Typically, there are no restrictions on what you can eat during a 16:8 intermittent fast, which is why it’s sustainable. If you are following another diet or lifestyle choice (ie. vegetarian, vegan), you may have additional limitations with your meal choices.
However, as you consider what to eat, you want to make sure that you consider the nutritional value. Foods that are high in fiber and protein will help you feel fuller longer, while high-carb foods may cause an energy crash or sugar coma after your body has processed through the sugars.
It can be tempting to binge yourself following a fast, but you’ll end up paying for it later. Slow, measured, and thoughtful eating will make you feel the best and deliver the best results.
So, Is 16:8 Fasting a Sustainable Lifestyle Choice?

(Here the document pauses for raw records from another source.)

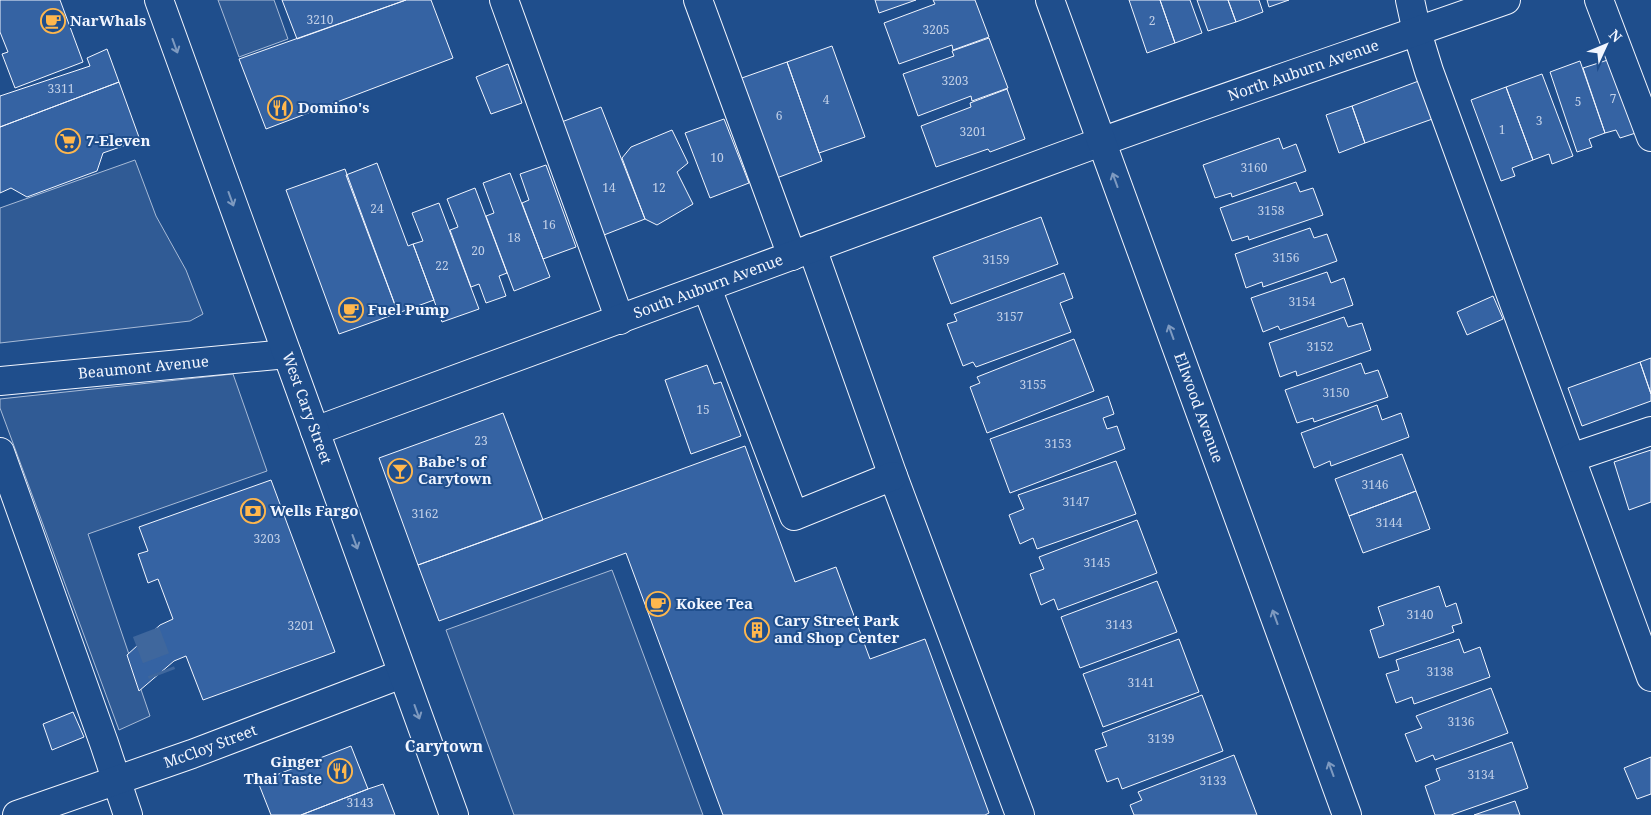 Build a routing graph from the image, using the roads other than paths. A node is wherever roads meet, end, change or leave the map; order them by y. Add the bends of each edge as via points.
1 (159, 0) edge
2 (504, 0) edge
3 (698, 0) edge
4 (1050, 0) edge
5 (1410, 0) edge
6 (1506, 0) edge
7 (1599, 0) edge
8 (1417, 32) junction
9 (1651, 138) edge
10 (1101, 142) junction
11 (802, 252) junction
12 (707, 288) junction
13 (620, 320) junction
14 (287, 354) junction
15 (0, 381) edge
16 (314, 431) junction
17 (1651, 431) edge
18 (0, 452) edge
19 (1570, 458) junction
20 (893, 476) junction
21 (402, 674) junction
22 (1651, 676) edge
23 (116, 780) junction
24 (17, 815) edge
25 (128, 815) edge
26 (454, 815) edge
27 (1020, 815) edge
28 (1347, 815) edge

1 -> 14 street, West Cary Street
2 - 13 street
3 - 11 street
4 - 10 street, Ellwood Avenue
5 - 8 street
6 - 8 street, North Auburn Avenue
7 - 9 street
8 - 10 street, North Auburn Avenue
8 - 19 street
10 - 11 street, South Auburn Avenue
28 -> 10 street, Ellwood Avenue
11 - 12 street, South Auburn Avenue
11 - 20 street
12 - 13 street, South Auburn Avenue
12 - 20 street via 794,516
13 - 16 street, South Auburn Avenue
14 - 15 street, Beaumont Avenue
14 - 16 street, West Cary Street
16 -> 21 street, West Cary Street
17 - 19 street
18 - 23 street
19 - 22 street
20 - 27 street
21 - 23 street, McCloy Street
21 -> 26 street, West Cary Street
23 - 24 street, McCloy Street
23 - 25 street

Yes! 16:8 intermittent fasting is completely sustainable, though it may be challenging to jump right into that level as it can feel advanced. Instead, start at a shorter fasting window and work yourself up to 16:8 fasting over time.
Once you adhere to it, you’ll notice changes in your hunger, energy levels, health, and more, so it’s worth exploring if you want to make positive changes in your life.
Is 16:8 intermittent fasting suitable for everyone?
While 16:8 intermittent fasting can be a sustainable lifestyle choice for many individuals, it’s important to consult with a healthcare professional or registered dietitian before starting any new dietary regimen, especially if you have underlying health conditions or are taking medications.
Can I drink liquids during the fasting period?
Yes, you can consume calorie-free beverages such as water, black coffee, and herbal tea during the fasting period. However, it’s recommended to avoid adding sweeteners or creamers that may break your fast.
Will I feel hungry during the fasting period?
It’s normal to experience some hunger during the fasting period, especially when starting out. However, over time, your body tends to adjust, and many people find that their hunger levels become more manageable.
Can I exercise while fasting?
Yes, it is generally safe to exercise during the fasting period. However, it’s important to listen to your body and adjust your workout intensity if needed. Some individuals may prefer to exercise during their eating window to fuel their workouts.
How long does it take to see results with 16:8 intermittent fasting?
The timeline for experiencing results may vary from person to person. Some individuals may notice changes in hunger, energy levels, and weight within a few weeks, while others may take longer. Consistency and patience are key when adopting any new lifestyle change.
Can I combine 16:8 intermittent fasting with other diets, such as keto or vegan?
Yes, 16:8 intermittent fasting can be combined with various dietary approaches, including keto, vegan, or others. However, it’s important to ensure that your food choices align with your chosen diet’s principles during the eating window.
Are there any potential side effects of 16:8 intermittent fasting?
While many people experience positive effects with intermittent fasting, some individuals may initially experience symptoms such as hunger, fatigue, or irritability. These symptoms often subside as the body adapts to the fasting schedule. If you have any concerns, it’s best to consult with a healthcare professional.
Can I continue 16:8 intermittent fasting long-term?
Yes, 16:8 intermittent fasting can be maintained as a long-term lifestyle choice if it suits your needs and preferences. However, it’s important to periodically reassess your health and dietary goals to ensure it continues to align with your overall well-being.
Can I consume medications or supplements during the fasting period?
It’s generally acceptable to take prescribed medications or supplements during the fasting period, as they are necessary for your health. However, if you have concerns, it’s advisable to consult with a healthcare professional or pharmacist for specific guidance.
Can pregnant or breastfeeding individuals practice 16:8 intermittent fasting?
Pregnant or breastfeeding individuals have unique nutritional needs, and fasting may not be suitable during these stages. It’s crucial to consult with a healthcare professional who can provide personalized advice based on your individual circumstances.